Movement on to ‘hear the child’ in court

Kids need to have views considered in family breakups, activists say

 

 
Lawyer Suzanne Williams, with son Elijah, is with UVic
 

Lawyer Suzanne Williams, with son Elijah, is with UVic’s International Institute for Child Rights and Development: "This is about getting an important piece of the puzzle that shows what life is like for that child."

Photograph by: Debra Brash, Times Colonist, Times Colonist

As a new mother, Suzanne Williams is attuned to every gurgle and cry from her two-month-old son Elijah, who is safely nestled with both parents in his Victoria home.

As a child’s rights lawyer, Williams is equally attuned to the unheard voices of thousands of B.C. children whose parents have split up. Even on maternity leave as legal director of the International Institute for Child Rights and Development at the University of Victoria, Williams is "on duty" for calls about this issue: "There’s still a long way to go, not only in this province, but across the country," she said.

The trouble is that children’s rights — as defined by UN Convention and B.C. law– to have their views considered in decisions about their best interests is not reflected in a vast number of separation, divorce and access cases in B.C. courtrooms, Williams said.

"Bottom line, we talked to judges, lawyers, parents, service providers and children and they said this just isn’t happening," she said. "Children’s’ views are not being sought out, heard and considered."

And what does exist is often costly, time-consuming and inadequate. Kelowna is the likeliest exception, given pilot projects about children’s participation led there by the child rights institute and the Ministry of the Attorney General.

The B.C. Family Relations Act of 1979 is undergoing review and one of the categories is children’s participation.

"There are definitely some positives coming out of the province," Williams said.

Parents trying to address their own needs in family breakups can be brought up short when confronted by their child’s perspective in court. One submission to the Family Relations Act review said that avenues for child’s views are "the most effective catalyst for correcting parents’ bad behaviour."

In Canada, the best legislation is in Quebec, Williams asserts. There, "the court shall in every application brought before it affecting the interest of a child, give the child an opportunity to be heard if his age and power of discernment permit it."

Legislation in some other provinces insists that children must be listened to if they’re over the age of 12 but not in B.C., says Trudi Brown, a Victoria family law practitioner. Instead, B.C. allows lawyers to apply to make children a party to the legal actions that already involve them. "Which seems a bit strange," Brown says.

The prevailing norm has been that it’s too tough on kids to be put in the middle of custody cases. "But kids are in the middle of it and just not talking to them doesn’t actually change that," Brown says.

Many dedicated judges and lawyers do try to listen to children and bring forward their views, but it’s not built into the system. If a young boy is hockey-mad, for instance, the judge should know about his team before making visitation and custody decisions that undermine his game.

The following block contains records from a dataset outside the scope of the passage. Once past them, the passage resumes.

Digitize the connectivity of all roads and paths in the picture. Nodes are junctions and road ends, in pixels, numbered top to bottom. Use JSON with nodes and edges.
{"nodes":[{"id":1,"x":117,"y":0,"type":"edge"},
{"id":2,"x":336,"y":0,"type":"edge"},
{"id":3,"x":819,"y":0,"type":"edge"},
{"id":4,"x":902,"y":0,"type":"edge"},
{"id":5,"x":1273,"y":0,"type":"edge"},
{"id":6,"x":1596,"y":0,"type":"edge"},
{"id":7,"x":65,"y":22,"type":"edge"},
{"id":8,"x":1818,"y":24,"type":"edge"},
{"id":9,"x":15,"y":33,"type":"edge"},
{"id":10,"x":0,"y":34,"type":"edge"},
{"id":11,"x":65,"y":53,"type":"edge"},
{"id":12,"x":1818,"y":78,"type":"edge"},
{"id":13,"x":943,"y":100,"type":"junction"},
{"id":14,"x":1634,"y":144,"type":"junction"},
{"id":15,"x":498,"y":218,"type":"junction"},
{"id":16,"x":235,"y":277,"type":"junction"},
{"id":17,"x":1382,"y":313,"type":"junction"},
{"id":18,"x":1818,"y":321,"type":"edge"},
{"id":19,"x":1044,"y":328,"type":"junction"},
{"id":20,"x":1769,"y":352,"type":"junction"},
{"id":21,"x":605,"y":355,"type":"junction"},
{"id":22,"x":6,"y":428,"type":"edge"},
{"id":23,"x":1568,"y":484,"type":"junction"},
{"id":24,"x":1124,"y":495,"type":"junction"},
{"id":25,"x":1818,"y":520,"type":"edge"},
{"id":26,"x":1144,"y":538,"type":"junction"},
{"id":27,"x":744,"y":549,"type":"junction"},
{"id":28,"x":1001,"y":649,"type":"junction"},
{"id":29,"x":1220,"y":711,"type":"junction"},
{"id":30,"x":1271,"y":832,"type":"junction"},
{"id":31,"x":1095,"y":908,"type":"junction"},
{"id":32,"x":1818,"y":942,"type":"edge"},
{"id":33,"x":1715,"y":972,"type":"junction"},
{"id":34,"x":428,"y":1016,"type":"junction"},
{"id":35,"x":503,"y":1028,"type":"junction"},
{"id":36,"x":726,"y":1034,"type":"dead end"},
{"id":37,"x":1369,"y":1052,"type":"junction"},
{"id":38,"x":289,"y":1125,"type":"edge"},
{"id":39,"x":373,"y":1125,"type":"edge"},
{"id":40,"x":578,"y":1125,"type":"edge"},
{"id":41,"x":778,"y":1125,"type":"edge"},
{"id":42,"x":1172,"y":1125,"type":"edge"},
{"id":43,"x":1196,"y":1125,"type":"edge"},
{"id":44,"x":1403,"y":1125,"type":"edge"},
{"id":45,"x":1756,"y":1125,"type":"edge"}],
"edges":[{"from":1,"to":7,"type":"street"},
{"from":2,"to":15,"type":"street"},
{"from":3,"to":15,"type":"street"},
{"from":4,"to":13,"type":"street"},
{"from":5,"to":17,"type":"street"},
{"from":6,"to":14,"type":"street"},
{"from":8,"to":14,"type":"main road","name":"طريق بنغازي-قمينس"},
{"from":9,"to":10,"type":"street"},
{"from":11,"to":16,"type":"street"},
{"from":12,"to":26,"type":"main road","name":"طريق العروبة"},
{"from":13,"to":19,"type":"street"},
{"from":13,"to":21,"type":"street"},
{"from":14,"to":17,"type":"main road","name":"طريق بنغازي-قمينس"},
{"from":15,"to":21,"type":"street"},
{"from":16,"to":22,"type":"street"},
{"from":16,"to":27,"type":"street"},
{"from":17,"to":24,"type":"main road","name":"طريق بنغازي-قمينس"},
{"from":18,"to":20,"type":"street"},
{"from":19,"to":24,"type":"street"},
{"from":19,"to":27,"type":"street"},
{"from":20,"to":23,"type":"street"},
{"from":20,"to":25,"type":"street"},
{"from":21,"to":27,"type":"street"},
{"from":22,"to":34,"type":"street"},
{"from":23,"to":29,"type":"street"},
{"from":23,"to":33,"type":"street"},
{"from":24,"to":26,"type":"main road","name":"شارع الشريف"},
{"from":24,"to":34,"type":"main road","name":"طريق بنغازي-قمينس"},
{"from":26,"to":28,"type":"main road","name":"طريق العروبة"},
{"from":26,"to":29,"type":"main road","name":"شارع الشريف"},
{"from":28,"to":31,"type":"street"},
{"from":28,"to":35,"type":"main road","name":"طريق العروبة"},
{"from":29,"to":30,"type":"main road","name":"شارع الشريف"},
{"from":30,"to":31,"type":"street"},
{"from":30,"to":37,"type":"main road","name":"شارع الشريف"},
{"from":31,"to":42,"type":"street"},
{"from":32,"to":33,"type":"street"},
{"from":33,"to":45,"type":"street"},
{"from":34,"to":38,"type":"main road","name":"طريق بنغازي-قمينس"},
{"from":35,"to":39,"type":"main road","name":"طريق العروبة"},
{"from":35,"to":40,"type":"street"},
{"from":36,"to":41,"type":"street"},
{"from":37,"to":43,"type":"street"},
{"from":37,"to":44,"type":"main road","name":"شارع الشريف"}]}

"The thing that I’ve found fascinating in doing this work is the number of adults who’ve come up to me and said, ‘I was the child of divorced parents and I wish someone would have come up to me to ask what I thought,’ " Williams says. "This is about getting an important piece of the puzzle that shows what life is like for that child and getting their perspective and helping paint the picture for the decision-makers."

Both Williams and Brown are part of the B.C. Hear the Child Society, still under formation to provide training for interviewers in the techniques of speaking and listening to children.

It’s not the first time that B.C. has provided for children’s advocates. Brown used to represent children in custody and access cases before the province eliminated funding in 2002. That program was expensive because it involved interviewing experts and children and attending court before the advocate came up with an interpretation for the best interests of the child.

The "hear the child" approach involves interviewing children, then telling the court their exact words about various scenarios and feelings. "I don’t try to say, ‘Even though this child says they want to live with mom, I don’t think that’s a good idea.’ And I used to do that as an advocate," Brown says. Now, she usually interviews the child for an hour or so, writes her report and then asks the child: "Is this right and are you sure you’re OK with me telling your mom and dad?"

It gives them the feeling that they’ve got some control, she adds. But she’s also firm that kids should have the right not to participate.

Advocacy for enshrining children’s views is gaining prominence with the Family Law Working Group of the B.C. Justice Review Task Force and the Continuing Legal Education Society of B.C. — something Williams hopes will end in action.

"In our justice system, children are not given an opportunity to be heard the way an adult would, even an adult who’s deemed to be incompetent."